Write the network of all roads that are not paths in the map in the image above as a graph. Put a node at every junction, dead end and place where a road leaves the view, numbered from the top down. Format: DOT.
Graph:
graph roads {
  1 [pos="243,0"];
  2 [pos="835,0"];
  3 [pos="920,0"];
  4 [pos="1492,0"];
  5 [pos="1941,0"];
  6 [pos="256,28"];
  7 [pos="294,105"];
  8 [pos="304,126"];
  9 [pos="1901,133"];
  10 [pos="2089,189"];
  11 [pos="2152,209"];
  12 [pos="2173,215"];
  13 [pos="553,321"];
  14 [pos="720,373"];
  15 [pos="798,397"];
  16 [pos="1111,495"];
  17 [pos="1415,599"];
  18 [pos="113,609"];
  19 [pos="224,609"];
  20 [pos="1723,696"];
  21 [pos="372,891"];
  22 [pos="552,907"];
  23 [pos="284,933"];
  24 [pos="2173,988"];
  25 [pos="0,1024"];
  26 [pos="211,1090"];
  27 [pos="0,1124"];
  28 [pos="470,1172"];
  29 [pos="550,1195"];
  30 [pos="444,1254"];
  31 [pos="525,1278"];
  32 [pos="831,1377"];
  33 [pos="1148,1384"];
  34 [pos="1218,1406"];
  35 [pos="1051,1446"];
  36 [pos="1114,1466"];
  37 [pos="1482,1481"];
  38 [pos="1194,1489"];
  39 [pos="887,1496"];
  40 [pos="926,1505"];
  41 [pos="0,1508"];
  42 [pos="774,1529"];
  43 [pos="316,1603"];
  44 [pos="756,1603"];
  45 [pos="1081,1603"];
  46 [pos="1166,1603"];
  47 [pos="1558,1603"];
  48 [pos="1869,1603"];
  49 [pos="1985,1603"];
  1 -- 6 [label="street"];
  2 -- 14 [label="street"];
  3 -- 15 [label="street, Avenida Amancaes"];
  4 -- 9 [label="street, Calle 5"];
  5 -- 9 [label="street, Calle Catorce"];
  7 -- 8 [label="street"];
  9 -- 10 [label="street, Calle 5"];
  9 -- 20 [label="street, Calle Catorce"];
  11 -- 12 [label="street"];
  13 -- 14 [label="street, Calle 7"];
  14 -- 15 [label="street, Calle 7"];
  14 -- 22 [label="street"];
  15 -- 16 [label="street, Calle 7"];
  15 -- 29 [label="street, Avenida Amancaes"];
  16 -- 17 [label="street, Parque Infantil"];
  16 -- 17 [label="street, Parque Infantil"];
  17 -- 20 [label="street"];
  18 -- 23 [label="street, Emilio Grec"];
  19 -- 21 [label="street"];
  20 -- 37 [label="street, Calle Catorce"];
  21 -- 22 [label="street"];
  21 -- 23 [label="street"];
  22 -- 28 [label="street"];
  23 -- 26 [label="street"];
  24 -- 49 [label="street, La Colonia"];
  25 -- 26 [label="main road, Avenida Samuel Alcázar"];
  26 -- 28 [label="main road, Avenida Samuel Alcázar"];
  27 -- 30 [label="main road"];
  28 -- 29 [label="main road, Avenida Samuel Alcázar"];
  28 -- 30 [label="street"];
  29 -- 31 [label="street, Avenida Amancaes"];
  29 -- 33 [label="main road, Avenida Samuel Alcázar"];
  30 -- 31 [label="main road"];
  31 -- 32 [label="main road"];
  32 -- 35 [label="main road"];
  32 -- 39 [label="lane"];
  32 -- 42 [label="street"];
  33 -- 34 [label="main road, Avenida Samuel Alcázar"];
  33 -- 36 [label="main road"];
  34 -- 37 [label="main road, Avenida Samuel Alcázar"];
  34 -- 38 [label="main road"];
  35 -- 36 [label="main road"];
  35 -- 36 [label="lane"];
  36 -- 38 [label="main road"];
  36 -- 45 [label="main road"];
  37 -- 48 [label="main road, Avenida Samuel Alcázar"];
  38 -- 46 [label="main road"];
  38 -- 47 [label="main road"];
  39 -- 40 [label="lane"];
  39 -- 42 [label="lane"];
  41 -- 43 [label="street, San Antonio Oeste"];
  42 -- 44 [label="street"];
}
○ ○ ○ ○ ○
What you are asked to do
Working through the data above, find every line holding "Calle" and copy it.

Answer section
  4 -- 9 [label="street, Calle 5"];
  5 -- 9 [label="street, Calle Catorce"];
  9 -- 10 [label="street, Calle 5"];
  9 -- 20 [label="street, Calle Catorce"];
  13 -- 14 [label="street, Calle 7"];
  14 -- 15 [label="street, Calle 7"];
  15 -- 16 [label="street, Calle 7"];
  20 -- 37 [label="street, Calle Catorce"];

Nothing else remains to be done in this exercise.